Our Real-life IP series, in which we interview clever NZ businesses and find out how they manage intellectual property (IP) in their business starts again today. If you have recommendations for who we should interview, please email us.
PledgeMe is New Zealand’s crowdfunding platform. They help Kiwis turn their dreams into reality through crowdfunding. PledgeMe runs two platforms, PledgeMe Projects, their original crowdfunding website aimed at creative projects and PledgeMe Equity for investment into companies.
We talked with founder and Chief Bubble Blower of PledgeMe, Anna Guenther.
Tell us a bit about PledgeMe…
PledgeMe is a crowdfunding platform focusing on New Zealand campaigns. We started two years ago. We’ve had over 700 successful campaigns so far raising almost $3,000,000.
[PledgeMe also successfully raised $100,000 in November through their own equity crowdfunding platform in less than 24 hours.]
How big is your business? Do you have lots of employees?
We’ve got three staff and a group of contractors and consultants on our board as well. We are looking to grow now that we’ve got equity crowdfunding and an equity crowdfunding license into that space, but it’s early days.
How did you start? Did you have investment?
I was working for the government for a few years and realized in order to progress [in my career], I probably had to go back and study or go and work for a private company for a little while. So I decided to go back and study, and I started the company while still working for the government.
PledgeMe actually came out of my Masters thesis. I wrote about crowdfunding and did all that business-y stuff around it, and [then] I co-founded PledgeMe with a developer who was building an engine.
We didn’t have any investment to start with. We bootstrapped it pretty hard for the first year and a half. It’s only the last year that we’ve gotten investment.
Did when you’re talking about a developer co-founder, did he build the whole platform or did you build it off another platform?
He built the platform. We built it from scratch, and we’ve actually subsequently built it again from scratch. We’ve built it twice.
Who and where are your users?
We focus on New Zealand for the campaign creators, but 15% of our pledges come from overseas. We think focusing locally is important, but it’s not stopping people from pledging from abroad.
Where did do you get business advice from?
Right at the beginning, after just coming out of my Master’s, I contacted a lot of the guest lecturers that had taught on the programme. [In the Master’s programme] they had a lot of guest lecturers from industry and entrepreneurs and things come in, so I often get my advice from there.
Now, I have a pretty big crowd of business people I can go to about anything now which is good. We also now work with Deloitte on the financial side of things. Buddle Findlay is our lawyers, so we have advice when we need it.
What about information around intellectual property?
I did an IP paper in my Masters class. There was basics around it, so when I started PledgeMe I went and met with the guy who guest lectured in IP to be like, “What do you think we should do right now?, and his recommendation was really only around trade marking PledgeMe.
[We] still haven’t.
What are the main parts of IP that you use in your business … Have you got trade marking, copyright, branding, those kind of things?
Yeah, our IP is in our technology.
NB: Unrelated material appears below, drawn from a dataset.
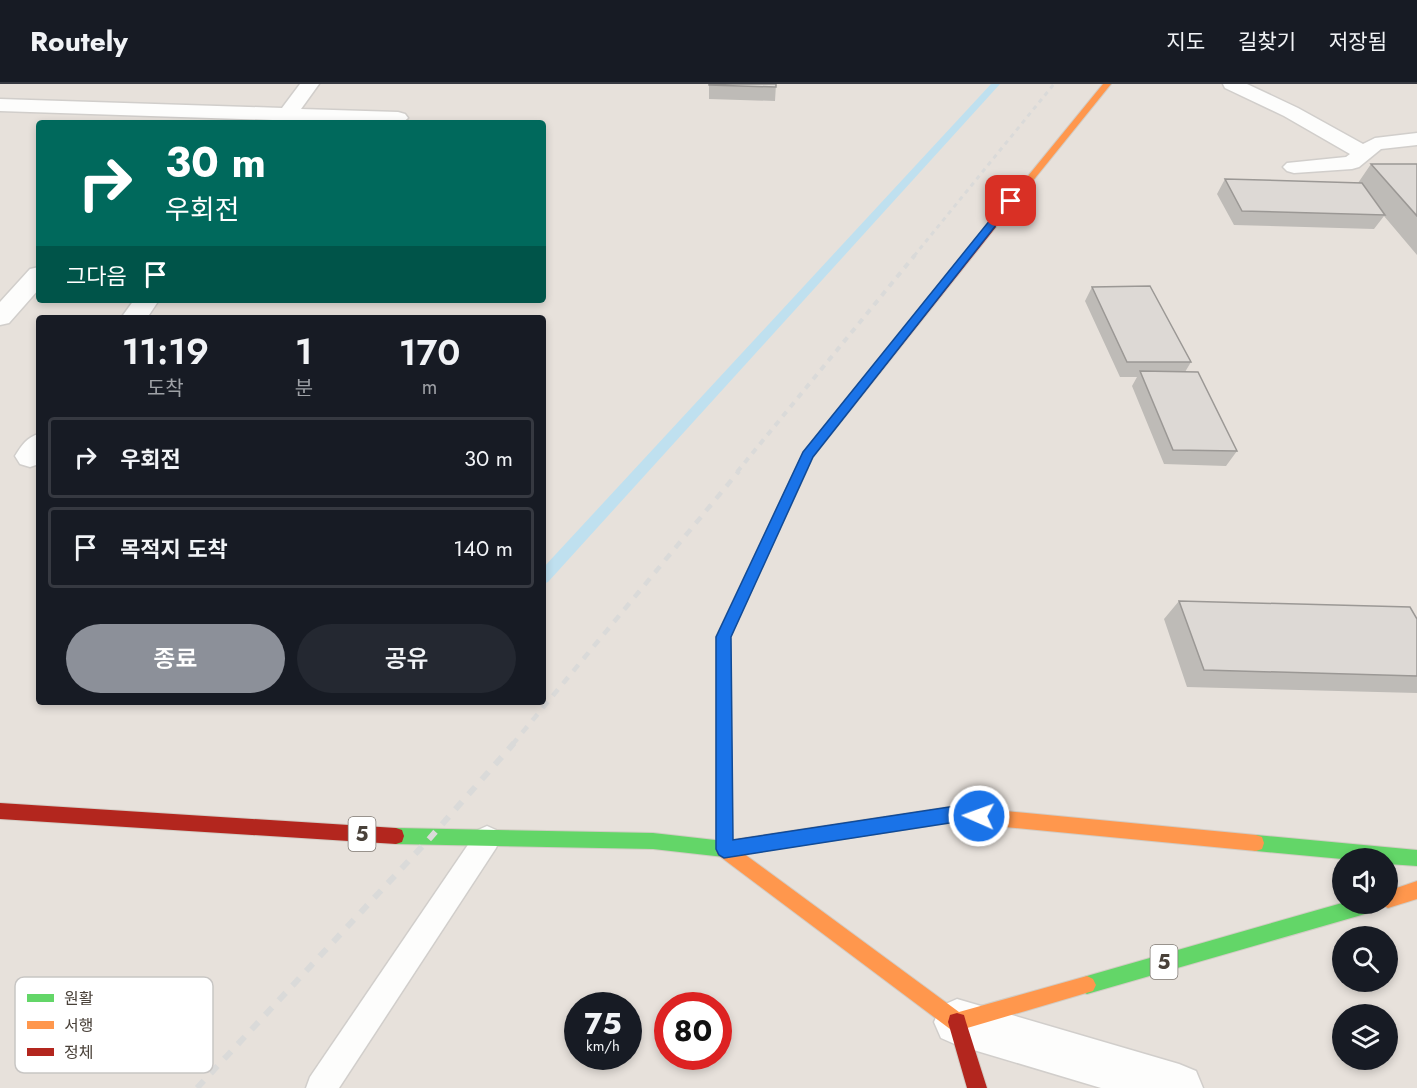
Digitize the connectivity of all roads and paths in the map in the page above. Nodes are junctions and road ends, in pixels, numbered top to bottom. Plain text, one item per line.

And our brand but … I’m really open. I wouldn’t even say our processes are IP-related because we’re so open with how we do everything.
Have you ever run into problems with people using your brand on their websites in a weird way, like changing the colours?
We’ve had people change the colours on us before on different things, but we’ve just let them use it how they want to – getting the word out there. We haven’t had anyone do anything dodgy with our brand yet. I think that would be a scary thing if someone tried to say they were PledgeMe or do something weird.
Have you made any mistakes (in relation to intellectual property) you had to fix later?
Not yet. Oh, no, actually, I did. I got my first cease and desist, for mentioning another company in an email newsletter comparing … making a joke. We got in trouble for using their trade-mark.
What did you learn from that, be careful of what you say?
Apologize very quickly.
When you got investment, did it ever come up about IP and what assets you had? Was it something that was asked?
They didn’t ask for any information on that… because they were investing in our brand, but they didn’t ask for anything, any documentation.
Do you have to worry about user uploaded content?
In our agreements, the person running the campaign on PledgeMe owns all their IP. So whatever they do is theirs on the website.
Have you had anyone complain to you that people are using their IP, such as photos?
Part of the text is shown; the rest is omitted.